(Collected data)
——

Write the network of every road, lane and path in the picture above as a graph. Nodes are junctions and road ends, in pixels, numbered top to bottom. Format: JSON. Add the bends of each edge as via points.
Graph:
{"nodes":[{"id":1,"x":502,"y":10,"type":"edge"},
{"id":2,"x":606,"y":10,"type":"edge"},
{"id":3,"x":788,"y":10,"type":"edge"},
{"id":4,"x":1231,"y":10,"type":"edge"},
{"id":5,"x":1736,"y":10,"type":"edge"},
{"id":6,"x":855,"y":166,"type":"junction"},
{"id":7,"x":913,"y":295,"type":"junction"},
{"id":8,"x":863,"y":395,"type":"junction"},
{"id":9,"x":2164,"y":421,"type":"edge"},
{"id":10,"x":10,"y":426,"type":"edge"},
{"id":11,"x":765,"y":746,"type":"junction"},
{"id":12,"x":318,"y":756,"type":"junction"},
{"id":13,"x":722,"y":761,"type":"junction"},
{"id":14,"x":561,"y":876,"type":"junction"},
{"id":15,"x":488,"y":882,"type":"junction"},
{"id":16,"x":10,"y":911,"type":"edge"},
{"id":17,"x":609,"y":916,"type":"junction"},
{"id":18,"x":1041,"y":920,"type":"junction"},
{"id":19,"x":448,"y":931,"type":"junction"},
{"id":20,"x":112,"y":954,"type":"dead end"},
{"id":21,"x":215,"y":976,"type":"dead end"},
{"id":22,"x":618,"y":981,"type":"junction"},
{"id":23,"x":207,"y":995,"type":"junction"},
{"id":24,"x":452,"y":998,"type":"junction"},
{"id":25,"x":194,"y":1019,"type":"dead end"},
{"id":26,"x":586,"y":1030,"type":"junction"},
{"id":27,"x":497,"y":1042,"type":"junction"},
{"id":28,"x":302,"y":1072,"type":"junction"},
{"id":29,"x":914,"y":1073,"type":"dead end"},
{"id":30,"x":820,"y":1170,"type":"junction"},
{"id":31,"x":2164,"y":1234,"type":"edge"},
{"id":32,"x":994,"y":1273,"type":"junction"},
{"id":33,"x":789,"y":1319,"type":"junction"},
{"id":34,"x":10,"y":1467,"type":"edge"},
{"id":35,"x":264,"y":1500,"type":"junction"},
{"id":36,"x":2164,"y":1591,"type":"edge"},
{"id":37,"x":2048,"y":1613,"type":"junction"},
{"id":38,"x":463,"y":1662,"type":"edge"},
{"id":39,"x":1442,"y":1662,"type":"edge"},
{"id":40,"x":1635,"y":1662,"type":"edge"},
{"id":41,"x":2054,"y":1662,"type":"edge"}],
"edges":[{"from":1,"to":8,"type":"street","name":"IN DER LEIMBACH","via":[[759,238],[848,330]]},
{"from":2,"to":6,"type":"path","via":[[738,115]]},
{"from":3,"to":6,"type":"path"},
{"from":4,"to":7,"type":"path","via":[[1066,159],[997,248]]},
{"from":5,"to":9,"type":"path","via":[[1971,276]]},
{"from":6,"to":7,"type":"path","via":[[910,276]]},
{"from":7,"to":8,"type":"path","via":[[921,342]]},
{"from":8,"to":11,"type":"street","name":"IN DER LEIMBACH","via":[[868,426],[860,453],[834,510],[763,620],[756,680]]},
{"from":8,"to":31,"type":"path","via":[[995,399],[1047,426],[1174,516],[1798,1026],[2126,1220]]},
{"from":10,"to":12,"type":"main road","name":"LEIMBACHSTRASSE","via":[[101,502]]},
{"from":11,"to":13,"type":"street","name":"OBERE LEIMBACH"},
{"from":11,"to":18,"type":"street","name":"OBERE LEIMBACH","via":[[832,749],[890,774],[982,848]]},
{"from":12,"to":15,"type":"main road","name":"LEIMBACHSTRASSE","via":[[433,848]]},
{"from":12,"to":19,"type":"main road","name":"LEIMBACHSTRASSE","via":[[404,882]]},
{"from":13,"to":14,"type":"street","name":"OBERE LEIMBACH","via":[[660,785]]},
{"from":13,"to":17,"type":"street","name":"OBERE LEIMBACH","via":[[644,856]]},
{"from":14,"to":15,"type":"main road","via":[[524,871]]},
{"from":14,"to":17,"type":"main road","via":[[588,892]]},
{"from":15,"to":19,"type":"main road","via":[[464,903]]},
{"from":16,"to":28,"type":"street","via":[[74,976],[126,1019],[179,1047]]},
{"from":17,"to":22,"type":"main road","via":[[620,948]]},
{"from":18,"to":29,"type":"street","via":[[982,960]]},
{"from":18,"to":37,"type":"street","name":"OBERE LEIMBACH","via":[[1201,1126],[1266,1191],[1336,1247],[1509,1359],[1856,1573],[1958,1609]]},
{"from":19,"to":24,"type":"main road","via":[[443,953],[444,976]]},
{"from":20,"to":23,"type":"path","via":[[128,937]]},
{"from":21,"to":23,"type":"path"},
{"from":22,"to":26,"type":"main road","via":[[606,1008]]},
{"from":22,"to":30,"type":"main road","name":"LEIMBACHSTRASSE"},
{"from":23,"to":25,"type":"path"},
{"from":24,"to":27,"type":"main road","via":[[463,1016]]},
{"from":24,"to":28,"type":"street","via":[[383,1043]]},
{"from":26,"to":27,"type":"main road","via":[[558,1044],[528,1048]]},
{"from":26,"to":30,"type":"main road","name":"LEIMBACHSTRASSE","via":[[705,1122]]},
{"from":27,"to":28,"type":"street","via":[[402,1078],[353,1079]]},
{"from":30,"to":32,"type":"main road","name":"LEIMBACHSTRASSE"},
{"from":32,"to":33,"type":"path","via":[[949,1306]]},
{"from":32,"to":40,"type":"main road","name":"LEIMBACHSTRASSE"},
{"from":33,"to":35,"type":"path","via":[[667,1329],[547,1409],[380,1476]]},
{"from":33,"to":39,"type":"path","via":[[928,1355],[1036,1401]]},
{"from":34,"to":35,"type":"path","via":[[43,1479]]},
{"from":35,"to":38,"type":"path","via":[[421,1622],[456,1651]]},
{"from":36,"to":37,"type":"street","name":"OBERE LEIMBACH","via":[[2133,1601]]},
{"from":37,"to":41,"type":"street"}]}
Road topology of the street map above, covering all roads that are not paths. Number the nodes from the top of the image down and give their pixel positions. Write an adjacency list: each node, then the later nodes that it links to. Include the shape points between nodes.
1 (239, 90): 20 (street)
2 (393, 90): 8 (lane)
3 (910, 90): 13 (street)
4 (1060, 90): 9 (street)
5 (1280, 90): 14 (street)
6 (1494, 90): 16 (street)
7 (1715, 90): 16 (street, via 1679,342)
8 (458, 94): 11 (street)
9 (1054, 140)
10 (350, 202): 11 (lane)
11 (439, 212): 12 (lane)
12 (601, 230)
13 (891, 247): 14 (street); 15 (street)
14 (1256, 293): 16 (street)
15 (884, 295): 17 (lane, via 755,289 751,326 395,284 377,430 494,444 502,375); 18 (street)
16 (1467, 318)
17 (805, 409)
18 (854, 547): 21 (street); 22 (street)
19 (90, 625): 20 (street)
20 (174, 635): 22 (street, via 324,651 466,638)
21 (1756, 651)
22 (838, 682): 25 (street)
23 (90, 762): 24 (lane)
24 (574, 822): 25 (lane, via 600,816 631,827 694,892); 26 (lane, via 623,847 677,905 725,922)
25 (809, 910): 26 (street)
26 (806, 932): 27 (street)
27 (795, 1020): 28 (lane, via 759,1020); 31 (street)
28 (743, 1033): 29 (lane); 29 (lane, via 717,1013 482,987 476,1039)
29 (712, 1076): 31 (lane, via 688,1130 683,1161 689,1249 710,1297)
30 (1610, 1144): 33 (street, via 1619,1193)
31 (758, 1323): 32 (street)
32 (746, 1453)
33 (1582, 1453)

——

### EXERCISE OBJECTIVE
Write an exact transcription of every entry above.

### RESPONSE TO THIS EXERCISE
Write the network of every road, lane and path in the picture above as a graph. Nodes are junctions and road ends, in pixels, numbered top to bottom. Format: JSON. Add the bends of each edge as via points.
Graph:
{"nodes":[{"id":1,"x":502,"y":10,"type":"edge"},
{"id":2,"x":606,"y":10,"type":"edge"},
{"id":3,"x":788,"y":10,"type":"edge"},
{"id":4,"x":1231,"y":10,"type":"edge"},
{"id":5,"x":1736,"y":10,"type":"edge"},
{"id":6,"x":855,"y":166,"type":"junction"},
{"id":7,"x":913,"y":295,"type":"junction"},
{"id":8,"x":863,"y":395,"type":"junction"},
{"id":9,"x":2164,"y":421,"type":"edge"},
{"id":10,"x":10,"y":426,"type":"edge"},
{"id":11,"x":765,"y":746,"type":"junction"},
{"id":12,"x":318,"y":756,"type":"junction"},
{"id":13,"x":722,"y":761,"type":"junction"},
{"id":14,"x":561,"y":876,"type":"junction"},
{"id":15,"x":488,"y":882,"type":"junction"},
{"id":16,"x":10,"y":911,"type":"edge"},
{"id":17,"x":609,"y":916,"type":"junction"},
{"id":18,"x":1041,"y":920,"type":"junction"},
{"id":19,"x":448,"y":931,"type":"junction"},
{"id":20,"x":112,"y":954,"type":"dead end"},
{"id":21,"x":215,"y":976,"type":"dead end"},
{"id":22,"x":618,"y":981,"type":"junction"},
{"id":23,"x":207,"y":995,"type":"junction"},
{"id":24,"x":452,"y":998,"type":"junction"},
{"id":25,"x":194,"y":1019,"type":"dead end"},
{"id":26,"x":586,"y":1030,"type":"junction"},
{"id":27,"x":497,"y":1042,"type":"junction"},
{"id":28,"x":302,"y":1072,"type":"junction"},
{"id":29,"x":914,"y":1073,"type":"dead end"},
{"id":30,"x":820,"y":1170,"type":"junction"},
{"id":31,"x":2164,"y":1234,"type":"edge"},
{"id":32,"x":994,"y":1273,"type":"junction"},
{"id":33,"x":789,"y":1319,"type":"junction"},
{"id":34,"x":10,"y":1467,"type":"edge"},
{"id":35,"x":264,"y":1500,"type":"junction"},
{"id":36,"x":2164,"y":1591,"type":"edge"},
{"id":37,"x":2048,"y":1613,"type":"junction"},
{"id":38,"x":463,"y":1662,"type":"edge"},
{"id":39,"x":1442,"y":1662,"type":"edge"},
{"id":40,"x":1635,"y":1662,"type":"edge"},
{"id":41,"x":2054,"y":1662,"type":"edge"}],
"edges":[{"from":1,"to":8,"type":"street","name":"IN DER LEIMBACH","via":[[759,238],[848,330]]},
{"from":2,"to":6,"type":"path","via":[[738,115]]},
{"from":3,"to":6,"type":"path"},
{"from":4,"to":7,"type":"path","via":[[1066,159],[997,248]]},
{"from":5,"to":9,"type":"path","via":[[1971,276]]},
{"from":6,"to":7,"type":"path","via":[[910,276]]},
{"from":7,"to":8,"type":"path","via":[[921,342]]},
{"from":8,"to":11,"type":"street","name":"IN DER LEIMBACH","via":[[868,426],[860,453],[834,510],[763,620],[756,680]]},
{"from":8,"to":31,"type":"path","via":[[995,399],[1047,426],[1174,516],[1798,1026],[2126,1220]]},
{"from":10,"to":12,"type":"main road","name":"LEIMBACHSTRASSE","via":[[101,502]]},
{"from":11,"to":13,"type":"street","name":"OBERE LEIMBACH"},
{"from":11,"to":18,"type":"street","name":"OBERE LEIMBACH","via":[[832,749],[890,774],[982,848]]},
{"from":12,"to":15,"type":"main road","name":"LEIMBACHSTRASSE","via":[[433,848]]},
{"from":12,"to":19,"type":"main road","name":"LEIMBACHSTRASSE","via":[[404,882]]},
{"from":13,"to":14,"type":"street","name":"OBERE LEIMBACH","via":[[660,785]]},
{"from":13,"to":17,"type":"street","name":"OBERE LEIMBACH","via":[[644,856]]},
{"from":14,"to":15,"type":"main road","via":[[524,871]]},
{"from":14,"to":17,"type":"main road","via":[[588,892]]},
{"from":15,"to":19,"type":"main road","via":[[464,903]]},
{"from":16,"to":28,"type":"street","via":[[74,976],[126,1019],[179,1047]]},
{"from":17,"to":22,"type":"main road","via":[[620,948]]},
{"from":18,"to":29,"type":"street","via":[[982,960]]},
{"from":18,"to":37,"type":"street","name":"OBERE LEIMBACH","via":[[1201,1126],[1266,1191],[1336,1247],[1509,1359],[1856,1573],[1958,1609]]},
{"from":19,"to":24,"type":"main road","via":[[443,953],[444,976]]},
{"from":20,"to":23,"type":"path","via":[[128,937]]},
{"from":21,"to":23,"type":"path"},
{"from":22,"to":26,"type":"main road","via":[[606,1008]]},
{"from":22,"to":30,"type":"main road","name":"LEIMBACHSTRASSE"},
{"from":23,"to":25,"type":"path"},
{"from":24,"to":27,"type":"main road","via":[[463,1016]]},
{"from":24,"to":28,"type":"street","via":[[383,1043]]},
{"from":26,"to":27,"type":"main road","via":[[558,1044],[528,1048]]},
{"from":26,"to":30,"type":"main road","name":"LEIMBACHSTRASSE","via":[[705,1122]]},
{"from":27,"to":28,"type":"street","via":[[402,1078],[353,1079]]},
{"from":30,"to":32,"type":"main road","name":"LEIMBACHSTRASSE"},
{"from":32,"to":33,"type":"path","via":[[949,1306]]},
{"from":32,"to":40,"type":"main road","name":"LEIMBACHSTRASSE"},
{"from":33,"to":35,"type":"path","via":[[667,1329],[547,1409],[380,1476]]},
{"from":33,"to":39,"type":"path","via":[[928,1355],[1036,1401]]},
{"from":34,"to":35,"type":"path","via":[[43,1479]]},
{"from":35,"to":38,"type":"path","via":[[421,1622],[456,1651]]},
{"from":36,"to":37,"type":"street","name":"OBERE LEIMBACH","via":[[2133,1601]]},
{"from":37,"to":41,"type":"street"}]}
Road topology of the street map above, covering all roads that are not paths. Number the nodes from the top of the image down and give their pixel positions. Write an adjacency list: each node, then the later nodes that it links to. Include the shape points between nodes.
1 (239, 90): 20 (street)
2 (393, 90): 8 (lane)
3 (910, 90): 13 (street)
4 (1060, 90): 9 (street)
5 (1280, 90): 14 (street)
6 (1494, 90): 16 (street)
7 (1715, 90): 16 (street, via 1679,342)
8 (458, 94): 11 (street)
9 (1054, 140)
10 (350, 202): 11 (lane)
11 (439, 212): 12 (lane)
12 (601, 230)
13 (891, 247): 14 (street); 15 (street)
14 (1256, 293): 16 (street)
15 (884, 295): 17 (lane, via 755,289 751,326 395,284 377,430 494,444 502,375); 18 (street)
16 (1467, 318)
17 (805, 409)
18 (854, 547): 21 (street); 22 (street)
19 (90, 625): 20 (street)
20 (174, 635): 22 (street, via 324,651 466,638)
21 (1756, 651)
22 (838, 682): 25 (street)
23 (90, 762): 24 (lane)
24 (574, 822): 25 (lane, via 600,816 631,827 694,892); 26 (lane, via 623,847 677,905 725,922)
25 (809, 910): 26 (street)
26 (806, 932): 27 (street)
27 (795, 1020): 28 (lane, via 759,1020); 31 (street)
28 (743, 1033): 29 (lane); 29 (lane, via 717,1013 482,987 476,1039)
29 (712, 1076): 31 (lane, via 688,1130 683,1161 689,1249 710,1297)
30 (1610, 1144): 33 (street, via 1619,1193)
31 (758, 1323): 32 (street)
32 (746, 1453)
33 (1582, 1453)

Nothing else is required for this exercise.